Scaling the Platform Meant Standardizing the Process

Every team already had a way of executing its models. MEP wasn't filling a gap where nothing existed. It was offering a common standard to teams with different models, workflows, access needs, and established processes.

That changed what scaling meant. Growing from one team to eight wasn't just a matter of adding more models. The process around the platform had to become repeatable too: how a model is brought on, who can touch it in which environment, how a new team learns the workflow, and where they go when something breaks.

Scaling the technology meant scaling the operating system around it.

02

Standardizing Model Execution

The platform provided the common infrastructure: model registration, data pipelines, validation, workflow orchestration, execution, controlled access, and traceability. The next challenge was making sure models used that infrastructure consistently.

I implemented a reusable execution template that defined a standard workflow for how financial risk models ran on MEP. Instead of each team rebuilding the same execution components, model-specific logic could plug into a predefined structure for data ingestion, input validation, model execution, error handling, logging, and output generation.

This separated what was common across models from what was model-specific. Teams could reuse the execution framework while keeping their own model logic.

The effects compounded as more models came on. Teams stopped rebuilding the same components. Models ran the same way every time. When something failed, it failed in a predictable place, with logs in a predictable format, so debugging stopped being a fresh investigation per model. Every run was traceable.

End-to-end model integration dropped by about 30%, from roughly three days to two.

03

Governing Access

A platform that runs financial models for eight teams needs clear answers to who can do what, and where.

I designed the role-based access control framework across the SIT, UAT, and PROD environments and multiple sandboxes, defining permission tiers with senior engineers, VPs, and Directors. I also gave final access approvals on behalf of VP- and Director-level oversight, and coordinated with internal audit to keep access compliant.
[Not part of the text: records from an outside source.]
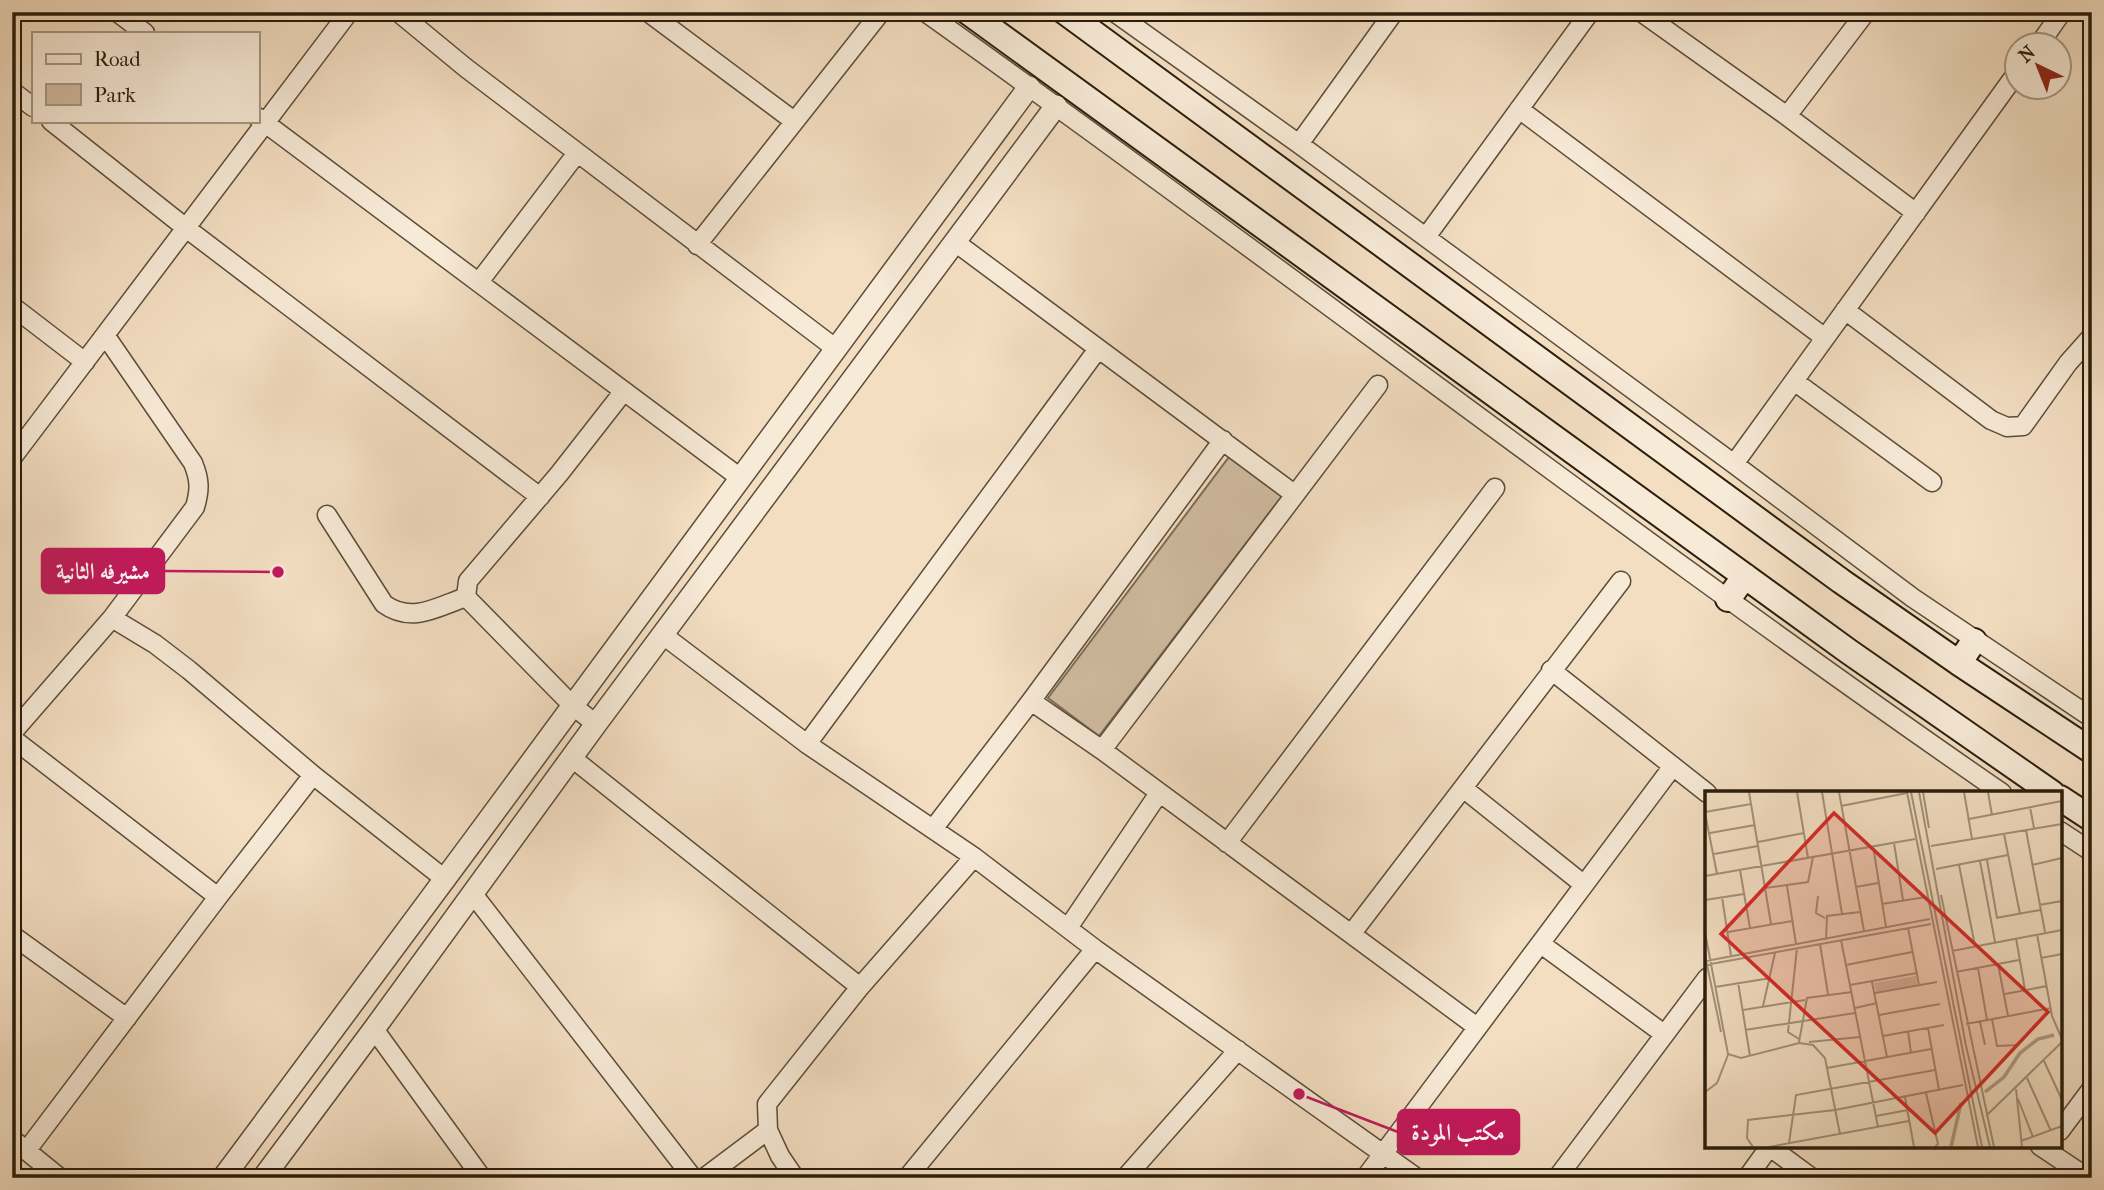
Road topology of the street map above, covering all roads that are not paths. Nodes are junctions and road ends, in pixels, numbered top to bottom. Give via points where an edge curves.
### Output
1 (117, 12) edge
2 (349, 12) edge
3 (398, 12) edge
4 (648, 12) edge
5 (881, 12) edge
6 (925, 12) edge
7 (968, 12) edge
8 (1065, 12) edge
9 (1114, 12) edge
10 (1394, 12) edge
11 (1590, 12) edge
12 (1641, 12) edge
13 (1866, 12) edge
14 (2062, 12) edge
15 (144, 32) edge
16 (2048, 32) edge
17 (1029, 87) junction
18 (12, 91) edge
19 (2002, 95) edge
20 (32, 106) edge
21 (1056, 106) junction
22 (1520, 108) junction
23 (1787, 116) junction
24 (261, 120) edge
25 (794, 121) junction
26 (52, 122) edge
27 (1299, 145) junction
28 (577, 153) junction
29 (1916, 213) junction
30 (186, 228) junction
31 (1426, 237) junction
32 (955, 242) junction
33 (696, 245) junction
34 (479, 282) junction
35 (12, 306) edge
36 (1845, 310) junction
37 (105, 335) junction
38 (2092, 336) edge
39 (1825, 338) junction
40 (835, 348) junction
41 (1098, 349) junction
42 (85, 362) junction
43 (1794, 381) junction
44 (1378, 385) dead end
45 (624, 391) junction
46 (1223, 440) junction
47 (12, 458) edge
48 (1734, 464) junction
49 (739, 477) junction
50 (1932, 482) dead end
51 (1495, 488) dead end
52 (1294, 494) junction
53 (540, 497) junction
54 (327, 515) dead end
55 (1745, 576) junction
56 (1620, 581) dead end
57 (466, 597) junction
58 (1728, 599) junction
59 (112, 618) junction
60 (663, 635) junction
61 (1974, 641) junction
62 (1959, 663) junction
63 (1551, 670) junction
64 (1031, 701) junction
65 (572, 706) junction
66 (2092, 718) edge
67 (596, 723) junction
68 (12, 736) edge
69 (807, 744) junction
70 (1102, 750) junction
71 (2092, 751) edge
72 (572, 758) junction
73 (1673, 766) junction
74 (313, 775) junction
75 (1463, 788) junction
76 (1705, 791) edge
77 (1999, 791) edge
78 (2049, 791) edge
79 (1159, 793) junction
80 (2062, 799) edge
81 (2092, 819) edge
82 (933, 829) junction
83 (2062, 832) edge
84 (1227, 843) junction
85 (2092, 852) edge
86 (974, 857) junction
87 (446, 880) junction
88 (1583, 884) junction
89 (473, 894) junction
90 (218, 897) junction
91 (1069, 928) junction
92 (1352, 933) junction
93 (12, 935) edge
94 (1541, 944) junction
95 (1095, 949) junction
96 (1705, 981) edge
97 (860, 987) junction
98 (127, 1018) junction
99 (1477, 1027) junction
100 (374, 1029) junction
101 (1664, 1034) junction
102 (1238, 1050) junction
103 (2092, 1088) edge
104 (2062, 1127) edge
105 (768, 1130) junction
106 (20, 1145) edge
107 (1769, 1148) edge
108 (1773, 1148) edge
109 (2045, 1148) edge
110 (1383, 1153) junction
111 (60, 1178) edge
112 (223, 1178) edge
113 (263, 1178) edge
114 (482, 1178) edge
115 (693, 1178) edge
116 (704, 1178) edge
117 (794, 1178) edge
118 (907, 1178) edge
119 (1125, 1178) edge
120 (1365, 1178) edge
121 (1417, 1178) edge
122 (1557, 1178) edge
123 (1747, 1178) edge
124 (1812, 1178) edge
125 (2088, 1178) edge

1 - 15 street
2 - 24 street
3 - 28 street
4 - 25 street
5 - 25 street
6 - 17 street
7 - 55 main road
8 - 62 main road
9 - 27 street
10 - 27 street
11 - 22 street
12 - 23 street
13 - 23 street
14 - 16 street
17 - 21 street
17 - 40 street
18 - 20 street
19 - 29 street
21 - 32 street
21 - 58 street
22 - 31 street
22 - 39 street
23 - 29 street
24 - 30 street
24 - 34 street
25 - 33 street
26 - 30 street
27 - 31 street
28 - 33 street
28 - 34 street
29 - 36 street
30 - 37 street
30 - 53 street
31 - 48 street
32 - 41 street
32 - 60 street
33 - 40 street
34 - 45 street
35 - 42 street
36 - 38 street via 1991,420 2007,427 2023,426
36 - 39 street
37 - 42 street
37 - 59 street via 200,480 195,507
39 - 43 street
40 - 49 street
41 - 46 street
41 - 69 street
42 - 47 street
43 - 48 street
43 - 50 street
44 - 52 street
45 - 49 street
45 - 53 street
46 - 52 street
46 - 64 street
48 - 61 street
49 - 65 street
51 - 84 street
52 - 70 street
53 - 57 street via 468,581
54 - 57 street via 384,604 397,613 417,614
55 - 58 main road
55 - 78 main road
56 - 63 street
57 - 65 street
58 - 77 street
59 - 68 street
59 - 74 street via 189,670
60 - 67 street
60 - 69 street
61 - 62 main road
61 - 66 street
62 - 71 main road
63 - 73 street
63 - 75 street
64 - 70 street
64 - 82 street
65 - 67 street
65 - 87 street
67 - 72 street
68 - 90 street
69 - 82 street
70 - 79 street
72 - 89 street
72 - 97 street
73 - 76 street
73 - 88 street
74 - 87 street
74 - 90 street
75 - 88 street
75 - 92 street
79 - 84 street
79 - 91 street
80 - 81 main road
82 - 86 street
83 - 85 street
84 - 92 street
86 - 91 street
86 - 97 street
87 - 112 street
88 - 94 street
89 - 100 street
89 - 115 street
90 - 98 street
91 - 95 street
92 - 99 street
93 - 98 street
94 - 99 street
94 - 101 street
95 - 102 street
95 - 118 street
96 - 101 street
97 - 105 street via 767,1104
98 - 106 street
99 - 110 street
100 - 113 street
100 - 114 street
101 - 122 street
102 - 110 street
102 - 119 street
103 - 104 street
105 - 116 street
105 - 117 street
106 - 111 street
107 - 123 street
108 - 124 street
109 - 125 street
110 - 120 street
110 - 121 street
That made access predictable. A new team got a defined set of permissions per environment instead of a case-by-case negotiation.

04

Making Knowledge Repeatable

Documentation wasn't a manual written after the fact. It was part of the infrastructure required to scale.

I wrote the platform documentation from scratch, covering six end-to-end workflow areas:

Once the workflows were written down, they could be standardized, taught, audited, and improved, without every team depending on the same handful of people.

05

Driving Adoption

A new standard only works if teams use it. Adoption was an operating challenge as much as a technical one.
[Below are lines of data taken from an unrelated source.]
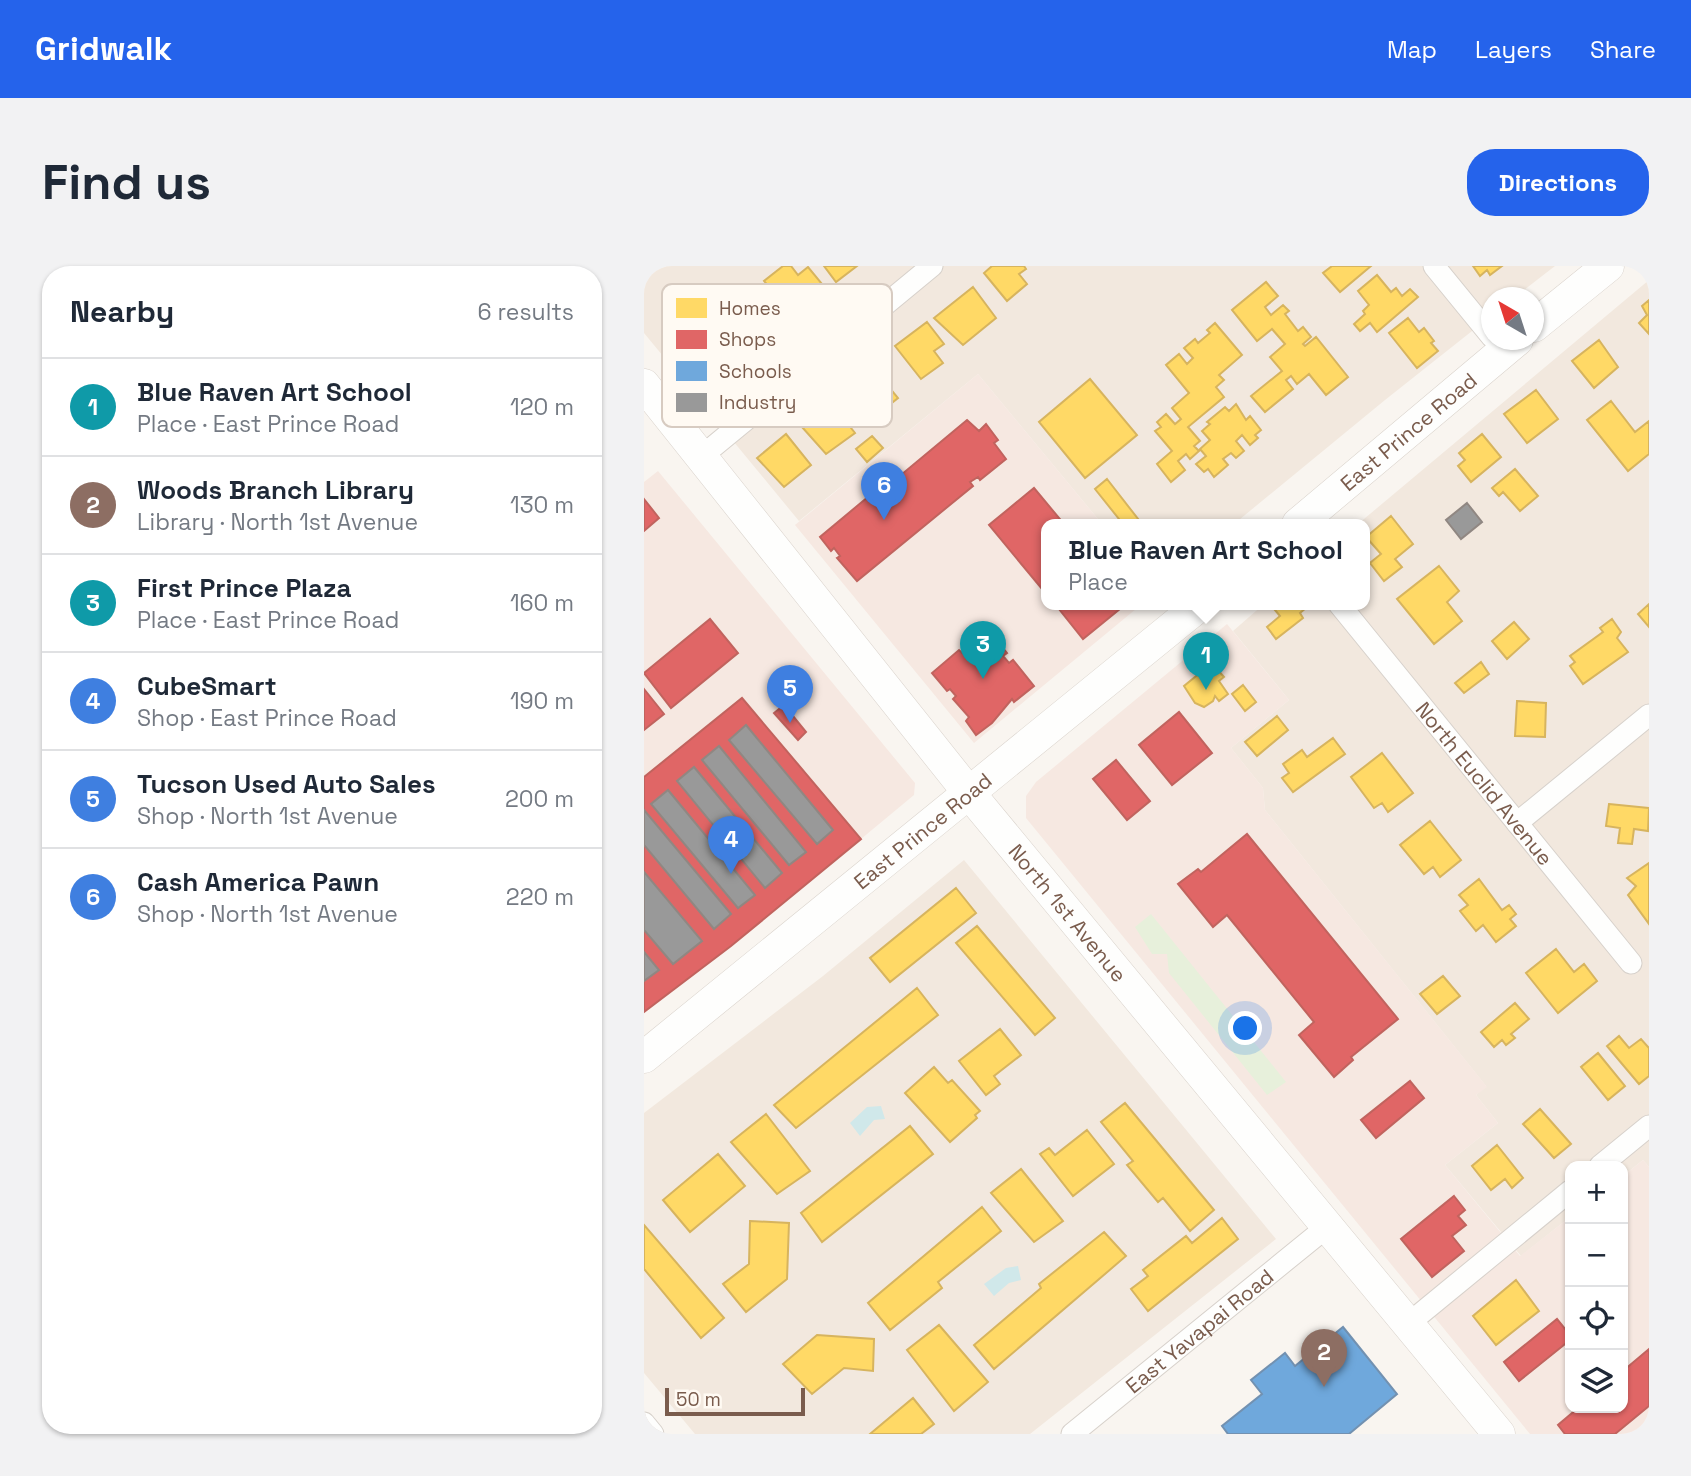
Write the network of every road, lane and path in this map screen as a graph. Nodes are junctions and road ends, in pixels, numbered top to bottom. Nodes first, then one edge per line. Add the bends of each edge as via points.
1 (932, 266) edge
2 (1434, 266) edge
3 (1608, 266) edge
4 (892, 299) edge
5 (1544, 318) edge
6 (1481, 319) edge
7 (1492, 350) edge
8 (644, 385) edge
9 (662, 407) edge
10 (678, 427) edge
11 (737, 427) edge
12 (702, 456) junction
13 (1304, 519) edge
14 (1194, 610) edge
15 (1344, 610) edge
16 (1649, 715) edge
17 (969, 793) junction
18 (1517, 823) junction
19 (1631, 963) dead end
20 (644, 1056) edge
21 (1649, 1126) edge
22 (1606, 1161) edge
23 (1565, 1195) edge
24 (1328, 1226) junction
25 (1408, 1324) junction
26 (644, 1423) edge
27 (653, 1434) edge
28 (1072, 1434) edge
29 (1499, 1434) edge

1 - 4 street
2 - 6 street
3 - 5 main road
7 - 13 main road, East Prince Road
8 - 9 main road, North 1st Avenue
10 - 12 main road, North 1st Avenue
11 - 12 street
12 - 17 main road, North 1st Avenue
14 - 17 main road, East Prince Road
15 - 18 street, North Euclid Avenue
16 - 18 street
17 - 20 main road, East Prince Road
17 - 24 main road, North 1st Avenue
18 - 19 street, North Euclid Avenue
21 - 22 street
23 - 25 street
24 - 25 main road, North 1st Avenue
24 - 28 street, East Yavapai Road
25 - 29 main road, North 1st Avenue
26 - 27 street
I was the primary point of contact for six of the eight teams. I handled onboarding, issue triage, and ongoing support, resolving what was in scope and bringing in senior engineers and technical leads for the rest. I communicated program decisions, requirements, and issue resolutions to VP-level leadership.

To build confidence in the platform, I ran 12 to 15 team information sessions and demos, typically 10 to 20 people each, plus many smaller sessions. The largest reached more than 60 attendees, including several VPs and two Directors.

06

Parallel Discovery

Risk Governance Dashboard

Separately, I worked on a firmwide dashboard for regulatory model oversight. The needs were ambiguous and spread across legal, compliance, financial analysts, and Chief Risk Officers. I ran structured discovery with each group, translated what they needed into requirements, prioritized them into feature specifications, and tracked delivery against them across design and build.

Ambiguous needs → discovery → requirements → prioritization → delivery

07

Ending

Scaling from one team to eight wasn't just a capacity problem. It was a systems problem.

The execution framework standardized the process. Governance standardized access. Documentation standardized knowledge. Onboarding standardized adoption.

The result was a platform that could grow without the process becoming more fragile with every team added.